----- Task inputs -----

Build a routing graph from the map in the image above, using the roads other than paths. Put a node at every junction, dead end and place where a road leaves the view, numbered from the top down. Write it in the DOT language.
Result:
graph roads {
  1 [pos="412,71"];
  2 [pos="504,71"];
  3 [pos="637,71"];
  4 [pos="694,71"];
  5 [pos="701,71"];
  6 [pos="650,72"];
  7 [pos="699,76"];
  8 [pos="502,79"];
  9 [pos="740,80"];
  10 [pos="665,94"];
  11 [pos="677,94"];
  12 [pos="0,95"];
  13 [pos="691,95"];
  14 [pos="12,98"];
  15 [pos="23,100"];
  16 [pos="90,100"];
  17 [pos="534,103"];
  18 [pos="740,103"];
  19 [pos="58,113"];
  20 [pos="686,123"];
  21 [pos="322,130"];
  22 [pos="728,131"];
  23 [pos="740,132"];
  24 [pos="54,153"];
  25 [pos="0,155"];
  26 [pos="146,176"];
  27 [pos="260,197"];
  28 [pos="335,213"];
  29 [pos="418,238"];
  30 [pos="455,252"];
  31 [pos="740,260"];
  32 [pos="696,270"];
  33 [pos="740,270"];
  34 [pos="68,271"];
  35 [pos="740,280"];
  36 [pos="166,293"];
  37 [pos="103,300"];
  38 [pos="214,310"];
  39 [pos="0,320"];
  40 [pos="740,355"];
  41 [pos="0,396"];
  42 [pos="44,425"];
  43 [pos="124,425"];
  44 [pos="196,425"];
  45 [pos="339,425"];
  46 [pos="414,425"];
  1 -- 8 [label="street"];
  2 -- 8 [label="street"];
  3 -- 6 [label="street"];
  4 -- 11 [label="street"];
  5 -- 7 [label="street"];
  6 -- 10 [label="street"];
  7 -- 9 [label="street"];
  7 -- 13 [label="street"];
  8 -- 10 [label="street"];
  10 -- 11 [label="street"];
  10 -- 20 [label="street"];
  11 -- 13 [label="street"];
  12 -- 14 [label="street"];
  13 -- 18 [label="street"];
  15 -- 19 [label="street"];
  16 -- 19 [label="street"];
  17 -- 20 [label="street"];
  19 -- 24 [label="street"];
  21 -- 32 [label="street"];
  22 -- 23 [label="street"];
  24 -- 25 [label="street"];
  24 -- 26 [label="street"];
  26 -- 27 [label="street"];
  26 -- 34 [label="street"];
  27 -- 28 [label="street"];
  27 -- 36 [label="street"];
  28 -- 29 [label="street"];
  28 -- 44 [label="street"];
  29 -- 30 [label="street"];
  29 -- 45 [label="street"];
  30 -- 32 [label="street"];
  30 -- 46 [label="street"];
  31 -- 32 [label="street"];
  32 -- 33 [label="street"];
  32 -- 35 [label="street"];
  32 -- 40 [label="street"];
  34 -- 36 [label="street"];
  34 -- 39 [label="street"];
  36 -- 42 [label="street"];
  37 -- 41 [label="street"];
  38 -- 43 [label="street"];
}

-----

= What you will do =
Lines above that contain the string "roads" make up the answer.

= Worked solution =
Build a routing graph from the map in the image above, using the roads other than paths. Put a node at every junction, dead end and place where a road leaves the view, numbered from the top down. Write it in the DOT language.
graph roads {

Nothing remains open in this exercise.